**Brief:** Copy out the entries exactly, and wherever a picture appears, leave it out.

[Stored data]
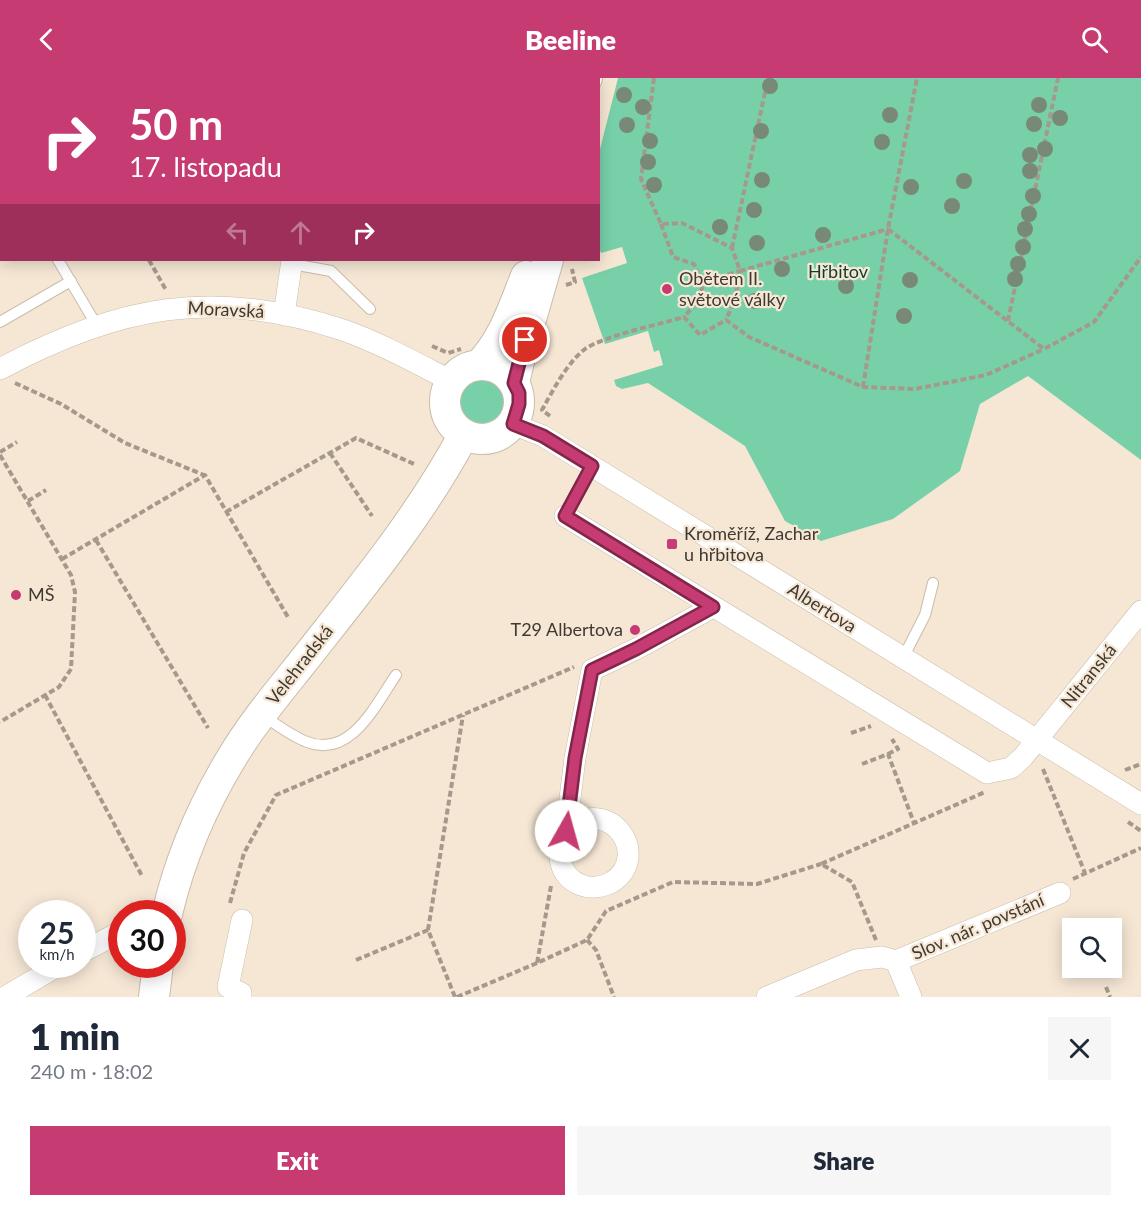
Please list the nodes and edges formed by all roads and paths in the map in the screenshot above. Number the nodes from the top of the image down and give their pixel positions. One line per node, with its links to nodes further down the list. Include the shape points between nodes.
1 (654, 78): 5 (path, via 641,179)
2 (768, 78): 7 (path)
3 (917, 78): 6 (path)
4 (1058, 78): 20 (path)
5 (661, 224): 7 (path, via 682,223); 15 (path, via 673,257 694,264)
6 (888, 230): 13 (path); 20 (path); 29 (path)
7 (732, 248): 13 (path)
8 (1141, 257): 24 (path, via 1094,322)
9 (59, 261): 14 (lane)
10 (532, 261): 25 (main road, via 502,335 490,354)
11 (548, 261): 28 (main road)
12 (292, 262): 16 (lane, via 331,272); 17 (street)
13 (740, 271): 15 (path); 19 (path, via 735,300)
14 (71, 281): 21 (lane); 22 (lane)
15 (702, 282): 18 (path, via 701,298)
16 (370, 309)
17 (284, 315): 22 (street, Moravská, via 231,307 182,307); 27 (street, Moravská, via 345,331)
18 (684, 317): 19 (path, via 700,335); 30 (path, via 603,340 584,350 542,410)
19 (726, 320): 29 (path, via 749,337)
20 (1008, 321): 24 (path)
21 (0, 322)
22 (97, 326): 26 (street, Moravská, via 64,337)
23 (429, 344): 25 (path, via 448,353)
24 (1044, 349): 29 (path, via 986,375 915,388)
25 (474, 356): 27 (main road, via 468,368); 28 (main road, via 508,375)
26 (7, 376): 38 (path, via 124,443)
27 (451, 381): 32 (main road, via 444,403 452,425)
28 (514, 383): 31 (main road, via 519,404)
29 (862, 387)
30 (554, 419)
31 (513, 424): 32 (main road, via 494,438 483,440); 37 (street, Albertova, via 543,436)
32 (464, 434): 54 (main road, Velehradská, via 421,506)
33 (17, 442): 35 (path)
34 (330, 453): 36 (path, via 356,438); 41 (path); 42 (path)
35 (0, 454): 40 (path)
36 (414, 464)
37 (592, 466): 43 (lane); 50 (street, Albertova)
38 (205, 475): 41 (path); 44 (path)
39 (46, 490): 40 (path)
40 (28, 501): 45 (path)
41 (226, 512): 49 (path)
42 (372, 516)
43 (565, 516): 47 (street)
44 (96, 540): 45 (path); 58 (path)
45 (62, 559): 53 (path, via 75,592 71,669 59,687)
46 (933, 583): 50 (lane, via 925,615)
47 (713, 607): 61 (street, via 987,773 1011,768); 72 (street, via 592,670)
48 (1141, 611): 61 (street, Nitranská)
49 (289, 619)
50 (903, 658): 61 (street, Albertova)
51 (582, 663): 55 (path)
52 (396, 675): 54 (lane, via 357,731 327,746 305,742)
53 (45, 695): 56 (path); 77 (path)
54 (262, 715): 79 (main road, Velehradská, via 202,811)
55 (463, 715): 80 (path, via 276,795 244,853); 81 (path)
56 (0, 722)
57 (877, 723): 59 (path)
58 (208, 728)
59 (851, 733)
60 (889, 735): 62 (path, via 898,749)
61 (1037, 741): 70 (street, Albertova)
62 (888, 754): 63 (path); 71 (path)
63 (862, 764)
64 (1141, 764): 68 (path)
65 (1043, 769): 66 (path); 67 (path); 76 (path)
66 (1032, 771)
67 (1054, 771)
68 (1118, 773)
69 (995, 788): 71 (path)
70 (1141, 804)
71 (914, 823): 75 (path)
72 (566, 831): 74 (street, via 558,853); 74 (street, via 585,819 607,821 624,836 628,858 617,878 596,888 574,882)
73 (1141, 848): 76 (path)
74 (560, 864): 86 (path, via 550,890)
75 (821, 864): 82 (path, via 757,884 673,882 606,911); 83 (path, via 852,882)
76 (1085, 873): 78 (path)
77 (142, 876)
78 (1064, 887): 85 (street, Slov. nár. povstání)
79 (171, 900)
80 (235, 915): 92 (street, via 228,987 241,993)
81 (428, 930): 84 (path); 93 (path)
82 (587, 940): 86 (path); 94 (path, via 596,950)
83 (878, 946)
84 (356, 960)
85 (896, 961): 95 (street, Slov. nár. povstání, via 882,957 856,960); 96 (street, Slov. nár. povstání)
86 (537, 963): 93 (path)
87 (37, 978): 90 (street)
88 (156, 978): 91 (main road)
89 (1106, 987): 97 (path)
90 (5, 997)
91 (154, 997)
92 (241, 997)
93 (456, 997)
94 (614, 997)
95 (767, 997)
96 (911, 997)
97 (1110, 997)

**Answer for this exercise:**
Please list the nodes and edges formed by all roads and paths in the map in the screenshot above. Number the nodes from the top of the image down and give their pixel positions. One line per node, with its links to nodes further down the list. Include the shape points between nodes.
1 (654, 78): 5 (path, via 641,179)
2 (768, 78): 7 (path)
3 (917, 78): 6 (path)
4 (1058, 78): 20 (path)
5 (661, 224): 7 (path, via 682,223); 15 (path, via 673,257 694,264)
6 (888, 230): 13 (path); 20 (path); 29 (path)
7 (732, 248): 13 (path)
8 (1141, 257): 24 (path, via 1094,322)
9 (59, 261): 14 (lane)
10 (532, 261): 25 (main road, via 502,335 490,354)
11 (548, 261): 28 (main road)
12 (292, 262): 16 (lane, via 331,272); 17 (street)
13 (740, 271): 15 (path); 19 (path, via 735,300)
14 (71, 281): 21 (lane); 22 (lane)
15 (702, 282): 18 (path, via 701,298)
16 (370, 309)
17 (284, 315): 22 (street, Moravská, via 231,307 182,307); 27 (street, Moravská, via 345,331)
18 (684, 317): 19 (path, via 700,335); 30 (path, via 603,340 584,350 542,410)
19 (726, 320): 29 (path, via 749,337)
20 (1008, 321): 24 (path)
21 (0, 322)
22 (97, 326): 26 (street, Moravská, via 64,337)
23 (429, 344): 25 (path, via 448,353)
24 (1044, 349): 29 (path, via 986,375 915,388)
25 (474, 356): 27 (main road, via 468,368); 28 (main road, via 508,375)
26 (7, 376): 38 (path, via 124,443)
27 (451, 381): 32 (main road, via 444,403 452,425)
28 (514, 383): 31 (main road, via 519,404)
29 (862, 387)
30 (554, 419)
31 (513, 424): 32 (main road, via 494,438 483,440); 37 (street, Albertova, via 543,436)
32 (464, 434): 54 (main road, Velehradská, via 421,506)
33 (17, 442): 35 (path)
34 (330, 453): 36 (path, via 356,438); 41 (path); 42 (path)
35 (0, 454): 40 (path)
36 (414, 464)
37 (592, 466): 43 (lane); 50 (street, Albertova)
38 (205, 475): 41 (path); 44 (path)
39 (46, 490): 40 (path)
40 (28, 501): 45 (path)
41 (226, 512): 49 (path)
42 (372, 516)
43 (565, 516): 47 (street)
44 (96, 540): 45 (path); 58 (path)
45 (62, 559): 53 (path, via 75,592 71,669 59,687)
46 (933, 583): 50 (lane, via 925,615)
47 (713, 607): 61 (street, via 987,773 1011,768); 72 (street, via 592,670)
48 (1141, 611): 61 (street, Nitranská)
49 (289, 619)
50 (903, 658): 61 (street, Albertova)
51 (582, 663): 55 (path)
52 (396, 675): 54 (lane, via 357,731 327,746 305,742)
53 (45, 695): 56 (path); 77 (path)
54 (262, 715): 79 (main road, Velehradská, via 202,811)
55 (463, 715): 80 (path, via 276,795 244,853); 81 (path)
56 (0, 722)
57 (877, 723): 59 (path)
58 (208, 728)
59 (851, 733)
60 (889, 735): 62 (path, via 898,749)
61 (1037, 741): 70 (street, Albertova)
62 (888, 754): 63 (path); 71 (path)
63 (862, 764)
64 (1141, 764): 68 (path)
65 (1043, 769): 66 (path); 67 (path); 76 (path)
66 (1032, 771)
67 (1054, 771)
68 (1118, 773)
69 (995, 788): 71 (path)
70 (1141, 804)
71 (914, 823): 75 (path)
72 (566, 831): 74 (street, via 558,853); 74 (street, via 585,819 607,821 624,836 628,858 617,878 596,888 574,882)
73 (1141, 848): 76 (path)
74 (560, 864): 86 (path, via 550,890)
75 (821, 864): 82 (path, via 757,884 673,882 606,911); 83 (path, via 852,882)
76 (1085, 873): 78 (path)
77 (142, 876)
78 (1064, 887): 85 (street, Slov. nár. povstání)
79 (171, 900)
80 (235, 915): 92 (street, via 228,987 241,993)
81 (428, 930): 84 (path); 93 (path)
82 (587, 940): 86 (path); 94 (path, via 596,950)
83 (878, 946)
84 (356, 960)
85 (896, 961): 95 (street, Slov. nár. povstání, via 882,957 856,960); 96 (street, Slov. nár. povstání)
86 (537, 963): 93 (path)
87 (37, 978): 90 (street)
88 (156, 978): 91 (main road)
89 (1106, 987): 97 (path)
90 (5, 997)
91 (154, 997)
92 (241, 997)
93 (456, 997)
94 (614, 997)
95 (767, 997)
96 (911, 997)
97 (1110, 997)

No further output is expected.